I'm the fellow who has put their hand up to make this rod for Shawn.
It's going to be a challenge for me, having built only single handers so far.

BTW, Shawn is very modest with his "Fly fishing accessories", He is an exceptional fly dresser, brilliant carpenter and makes wonderful carved fly boxes. I know one day he will get the Rod building bug himself and his work will be outstanding.

I've taken your advise James and run the numbers for the Warra with a reduction in length to 11'3" through Hexrod. Leaving it as a 6wt didn't show the mid section strength as you pointed out but when upped to a 7wt the graph shows me the controlled power would be in the mid section, which from my limited knowledge, would provide both power in the cast as well as good "lifting" capacity when the line is anchored. Hope that my terms makes sense.

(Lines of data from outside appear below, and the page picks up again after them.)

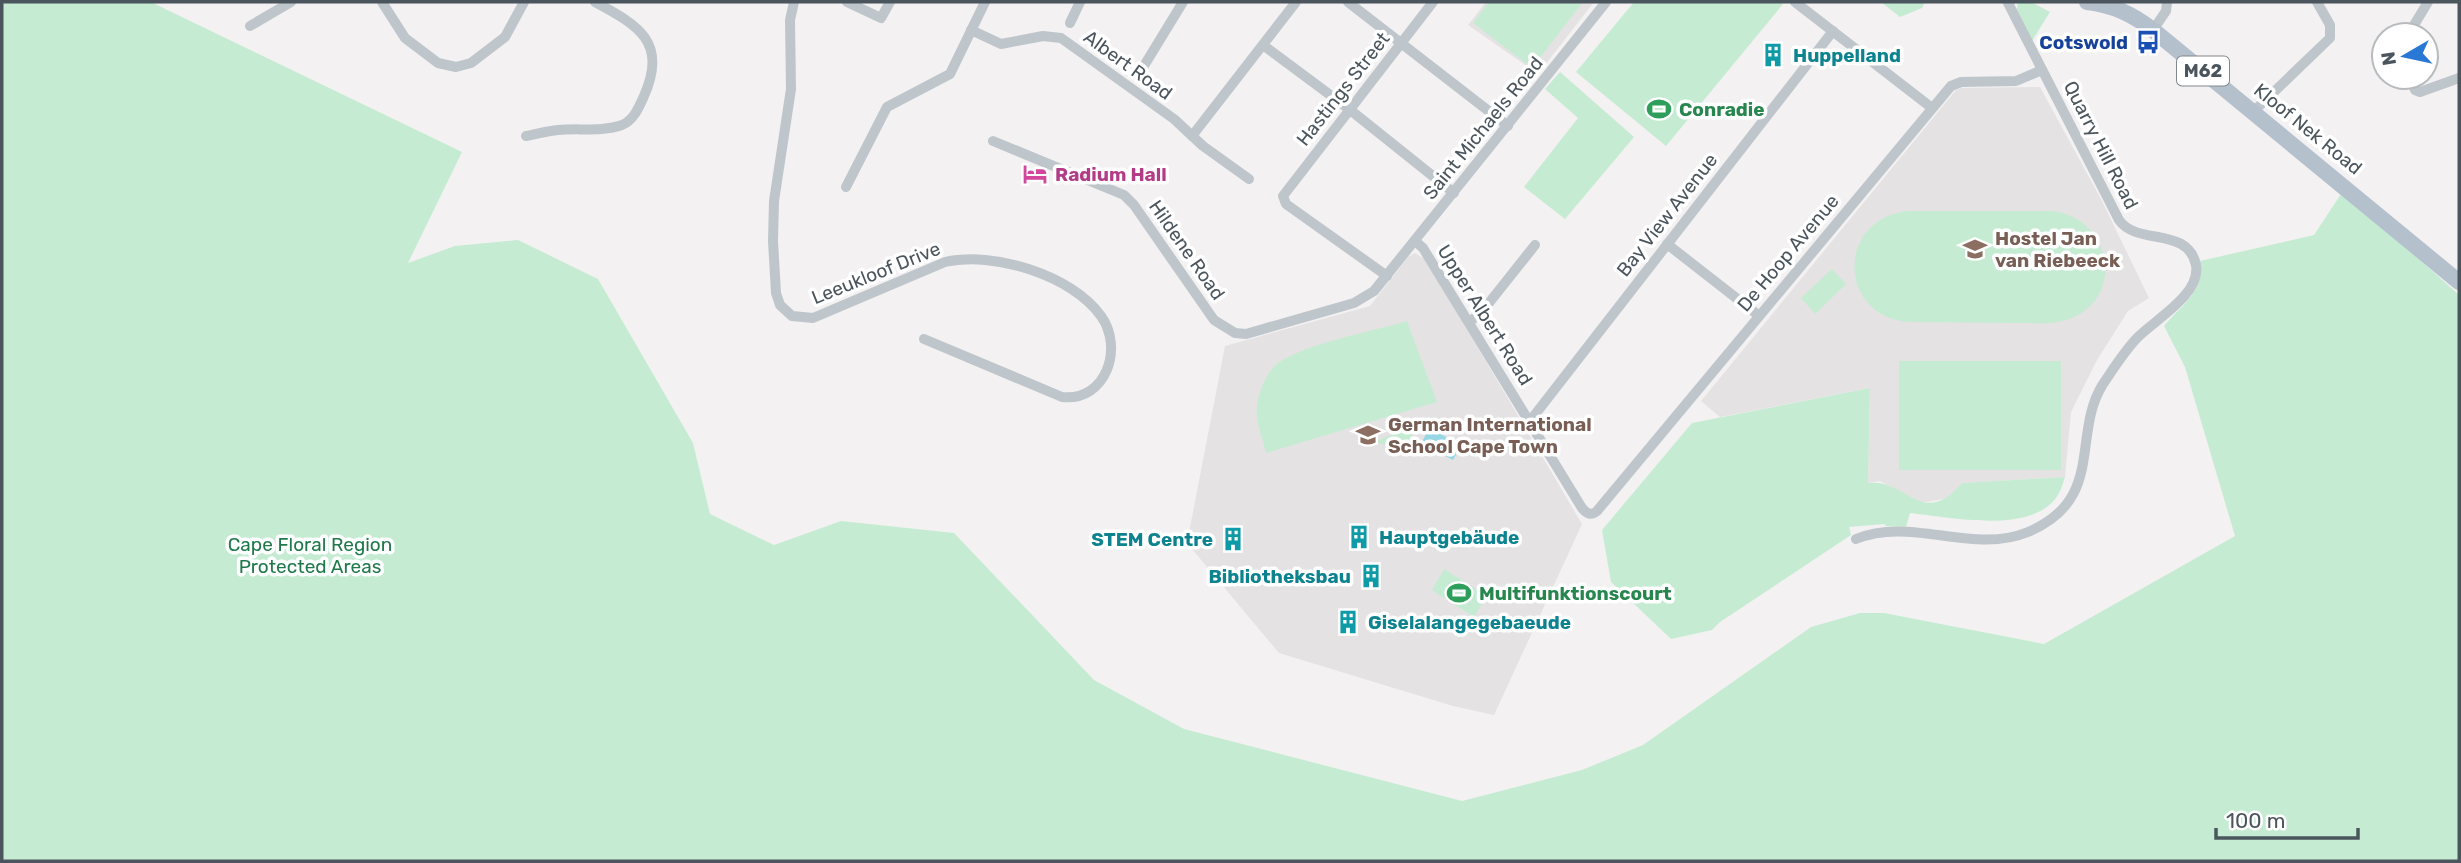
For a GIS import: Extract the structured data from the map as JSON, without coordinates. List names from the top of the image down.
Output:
{
  "streets": {
    "main road": ["M62", "Kloof Nek Road"],
    "street": [
      "Albert Road",
      "Hastings Street",
      "Saint Michaels Road",
      "Quarry Hill Road",
      "Bay View Avenue",
      "Hildene Road",
      "De Hoop Avenue",
      "Leeukloof Drive",
      "Upper Albert Road"
    ]
  },
  "crossings": [
    ["Hastings Street", "Saint Michaels Road"],
    ["Hastings Street", "Hildene Road"],
    ["Saint Michaels Road", "Hildene Road"],
    ["Saint Michaels Road", "Upper Albert Road"],
    ["Quarry Hill Road", "De Hoop Avenue"],
    ["Bay View Avenue", "Upper Albert Road"],
    ["De Hoop Avenue", "Upper Albert Road"]
  ],
  "parks": ["Cape Floral Region Protected Areas"],
  "places": {
    "bus stop": ["Cotswold"],
    "building": [
      "Huppelland",
      "Hauptgebäude",
      "STEM Centre",
      "Bibliotheksbau",
      "Giselalangegebaeude"
    ],
    "sports": ["Conradie", "Multifunktionscourt"],
    "hotel": ["Radium Hall"],
    "school or university": ["Hostel Jan van Riebeeck", "German International School Cape Town"]
  },
  "scale_bar": "100 m",
  "north": "left"
}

The graph also shows me that there is, what I would term, a small but distinct "hinge" at both ends of the mid section (42" & 89" ). Now I purposely build this type of hinge into my single handed rods as I do a lot of roll casting. though my rods only have one hinge in mid-deep butt ala Cattanach.

My question is... will having a second hinge (albeit slight) at the 42" mark benefit the action for switch casting, or should I level this out a bit more?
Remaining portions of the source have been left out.